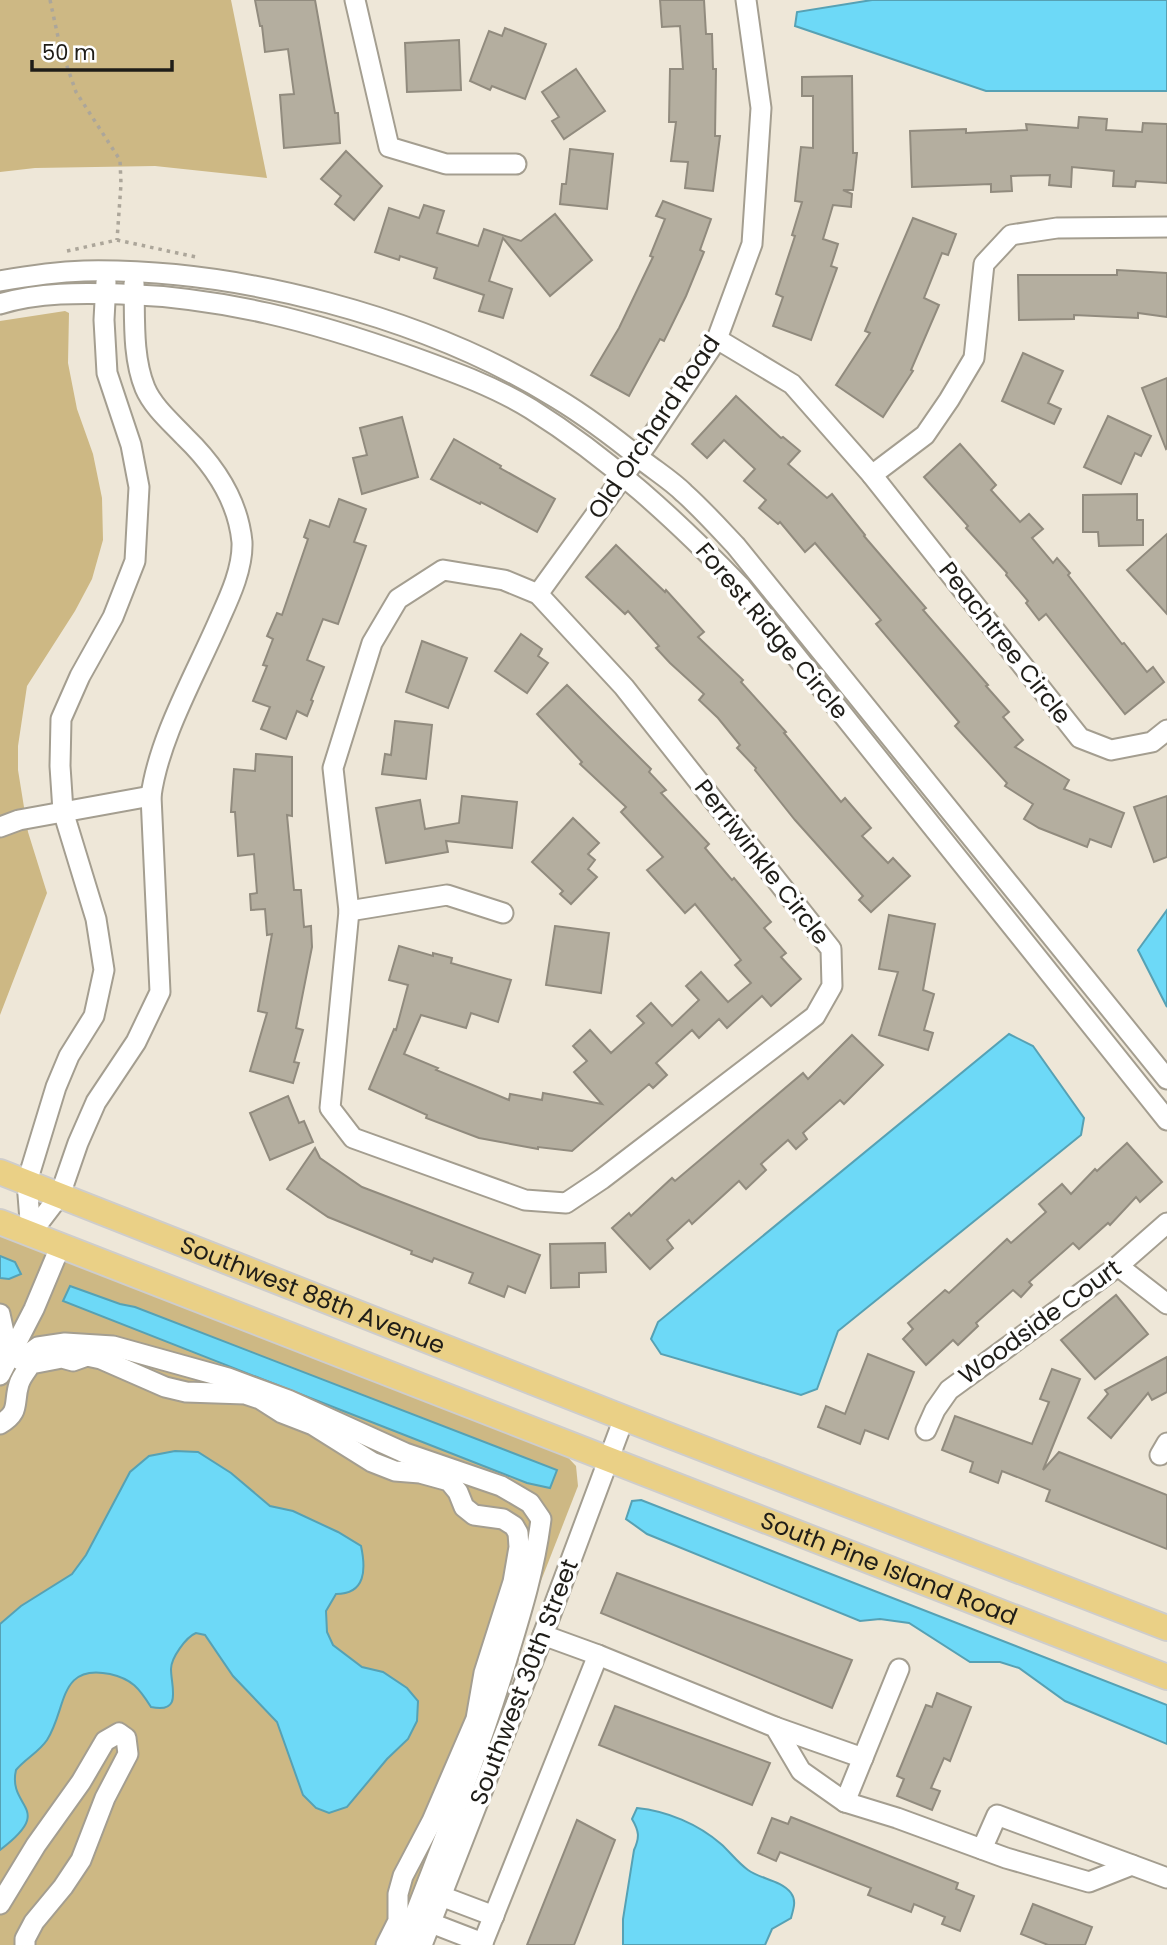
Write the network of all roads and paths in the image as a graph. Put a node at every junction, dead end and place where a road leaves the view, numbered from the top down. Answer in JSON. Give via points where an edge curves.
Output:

::::

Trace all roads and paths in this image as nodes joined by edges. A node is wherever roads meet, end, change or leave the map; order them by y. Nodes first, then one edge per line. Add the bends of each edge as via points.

::::

**PROBLEM REQUIREMENTS:** In the records above, find each line that mentions the string "roads", then copy it.

**RESULT OF THE TASK:**
Write the network of all roads and paths in the image as a graph. Put a node at every junction, dead end and place where a road leaves the view, numbered from the top down. Answer in JSON. Give via points where an edge curves.
Trace all roads and paths in this image as nodes joined by edges. A node is wherever roads meet, end, change or leave the map; order them by y. Nodes first, then one edge per line. Add the bends of each edge as via points.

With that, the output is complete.